# WHAT YOU SHOULD DO
Return exactly the span of lines in the following data that opens with the line containing "cairo_image_surface_create(CAIRO_FORMAT_RGB24, 2375, 1014);" and closes with the line containing "cairo_set_miter_limit(cr, 4);". Include nothing else.

---- DATA SUPPLIED

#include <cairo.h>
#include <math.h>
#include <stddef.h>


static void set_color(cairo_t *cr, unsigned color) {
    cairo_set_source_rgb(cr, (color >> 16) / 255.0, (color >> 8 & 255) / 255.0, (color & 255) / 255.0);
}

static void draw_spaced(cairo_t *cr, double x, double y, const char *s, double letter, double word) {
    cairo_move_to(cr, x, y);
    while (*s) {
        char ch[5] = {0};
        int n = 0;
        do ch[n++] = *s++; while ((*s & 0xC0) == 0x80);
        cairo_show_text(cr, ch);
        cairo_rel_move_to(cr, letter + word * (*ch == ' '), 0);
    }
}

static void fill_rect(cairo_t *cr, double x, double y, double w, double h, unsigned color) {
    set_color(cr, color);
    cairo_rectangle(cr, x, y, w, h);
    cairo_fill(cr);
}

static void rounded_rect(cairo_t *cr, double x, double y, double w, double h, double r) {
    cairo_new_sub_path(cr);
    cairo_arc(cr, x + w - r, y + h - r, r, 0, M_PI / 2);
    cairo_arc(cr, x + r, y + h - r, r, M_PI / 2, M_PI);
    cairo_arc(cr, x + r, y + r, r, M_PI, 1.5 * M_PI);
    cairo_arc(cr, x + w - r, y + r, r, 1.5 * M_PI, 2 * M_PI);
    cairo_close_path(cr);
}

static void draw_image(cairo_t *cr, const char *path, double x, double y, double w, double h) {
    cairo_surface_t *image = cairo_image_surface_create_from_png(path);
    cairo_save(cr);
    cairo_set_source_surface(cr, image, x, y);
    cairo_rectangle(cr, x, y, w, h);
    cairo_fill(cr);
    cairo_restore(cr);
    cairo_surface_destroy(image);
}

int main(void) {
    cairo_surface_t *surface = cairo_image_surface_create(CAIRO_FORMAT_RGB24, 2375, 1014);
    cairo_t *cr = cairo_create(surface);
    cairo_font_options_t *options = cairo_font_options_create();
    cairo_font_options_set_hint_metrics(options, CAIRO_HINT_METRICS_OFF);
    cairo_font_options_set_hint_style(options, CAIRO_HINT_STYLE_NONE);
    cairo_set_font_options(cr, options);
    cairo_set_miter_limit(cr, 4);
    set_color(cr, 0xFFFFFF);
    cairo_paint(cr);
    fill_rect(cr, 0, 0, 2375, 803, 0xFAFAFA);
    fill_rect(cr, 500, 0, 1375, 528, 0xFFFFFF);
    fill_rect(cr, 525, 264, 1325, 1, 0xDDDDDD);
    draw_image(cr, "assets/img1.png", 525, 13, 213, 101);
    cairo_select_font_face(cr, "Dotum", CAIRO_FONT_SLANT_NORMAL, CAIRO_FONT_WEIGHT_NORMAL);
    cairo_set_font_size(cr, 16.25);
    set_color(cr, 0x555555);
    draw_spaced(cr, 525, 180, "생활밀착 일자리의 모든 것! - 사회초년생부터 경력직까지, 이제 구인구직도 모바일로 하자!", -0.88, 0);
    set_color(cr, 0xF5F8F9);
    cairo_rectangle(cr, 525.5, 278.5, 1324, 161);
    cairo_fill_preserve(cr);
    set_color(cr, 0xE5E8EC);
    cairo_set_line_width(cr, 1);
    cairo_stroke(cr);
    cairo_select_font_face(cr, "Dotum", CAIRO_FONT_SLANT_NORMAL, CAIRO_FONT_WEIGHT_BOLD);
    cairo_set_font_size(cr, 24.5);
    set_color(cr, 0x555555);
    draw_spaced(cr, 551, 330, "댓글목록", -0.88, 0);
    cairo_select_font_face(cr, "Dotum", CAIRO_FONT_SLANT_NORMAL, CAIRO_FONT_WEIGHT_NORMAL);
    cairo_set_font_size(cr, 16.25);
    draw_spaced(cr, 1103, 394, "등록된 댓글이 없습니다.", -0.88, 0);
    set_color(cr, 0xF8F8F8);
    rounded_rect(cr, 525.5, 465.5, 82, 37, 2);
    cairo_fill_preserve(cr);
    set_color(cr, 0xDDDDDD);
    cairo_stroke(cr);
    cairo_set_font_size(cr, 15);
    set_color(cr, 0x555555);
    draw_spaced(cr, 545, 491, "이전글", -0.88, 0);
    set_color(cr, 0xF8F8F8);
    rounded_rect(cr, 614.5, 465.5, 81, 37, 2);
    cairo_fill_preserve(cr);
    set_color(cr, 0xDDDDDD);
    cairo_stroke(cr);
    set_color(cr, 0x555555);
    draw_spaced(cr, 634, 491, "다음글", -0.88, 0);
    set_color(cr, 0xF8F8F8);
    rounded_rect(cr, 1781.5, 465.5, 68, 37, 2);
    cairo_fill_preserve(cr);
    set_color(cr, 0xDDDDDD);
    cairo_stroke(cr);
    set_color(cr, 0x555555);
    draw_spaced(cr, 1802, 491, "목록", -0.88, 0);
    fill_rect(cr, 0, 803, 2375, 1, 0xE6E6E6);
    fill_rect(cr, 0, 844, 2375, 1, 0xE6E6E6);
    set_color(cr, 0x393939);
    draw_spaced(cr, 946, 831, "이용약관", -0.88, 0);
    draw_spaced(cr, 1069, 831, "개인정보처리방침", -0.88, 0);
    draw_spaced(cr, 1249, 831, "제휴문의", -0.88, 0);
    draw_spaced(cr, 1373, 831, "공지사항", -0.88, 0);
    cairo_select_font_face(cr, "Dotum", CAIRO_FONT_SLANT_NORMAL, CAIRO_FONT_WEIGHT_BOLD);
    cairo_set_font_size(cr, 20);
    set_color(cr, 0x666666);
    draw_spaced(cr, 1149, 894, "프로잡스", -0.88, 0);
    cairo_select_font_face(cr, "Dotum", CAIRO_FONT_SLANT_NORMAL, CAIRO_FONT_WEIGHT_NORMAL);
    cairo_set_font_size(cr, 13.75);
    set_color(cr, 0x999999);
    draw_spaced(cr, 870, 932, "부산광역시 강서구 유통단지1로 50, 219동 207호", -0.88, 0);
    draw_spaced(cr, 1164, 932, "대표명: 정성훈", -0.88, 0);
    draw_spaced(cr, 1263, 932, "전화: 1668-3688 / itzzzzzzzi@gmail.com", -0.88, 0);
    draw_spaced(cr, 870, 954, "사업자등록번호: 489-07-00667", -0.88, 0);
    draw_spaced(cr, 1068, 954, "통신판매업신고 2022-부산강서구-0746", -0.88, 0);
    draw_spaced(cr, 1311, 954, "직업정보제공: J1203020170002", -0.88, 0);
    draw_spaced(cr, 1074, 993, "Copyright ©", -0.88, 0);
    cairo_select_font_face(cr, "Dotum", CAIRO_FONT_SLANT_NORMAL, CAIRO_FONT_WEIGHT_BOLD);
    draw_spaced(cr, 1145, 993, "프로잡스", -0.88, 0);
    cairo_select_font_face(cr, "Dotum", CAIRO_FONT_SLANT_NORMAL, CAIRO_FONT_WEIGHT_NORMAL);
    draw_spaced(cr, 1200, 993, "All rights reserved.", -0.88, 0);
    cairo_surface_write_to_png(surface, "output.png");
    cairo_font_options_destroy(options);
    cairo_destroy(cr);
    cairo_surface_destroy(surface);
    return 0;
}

--------

# RESPONSE AREA
    cairo_surface_t *surface = cairo_image_surface_create(CAIRO_FORMAT_RGB24, 2375, 1014);
    cairo_t *cr = cairo_create(surface);
    cairo_font_options_t *options = cairo_font_options_create();
    cairo_font_options_set_hint_metrics(options, CAIRO_HINT_METRICS_OFF);
    cairo_font_options_set_hint_style(options, CAIRO_HINT_STYLE_NONE);
    cairo_set_font_options(cr, options);
    cairo_set_miter_limit(cr, 4);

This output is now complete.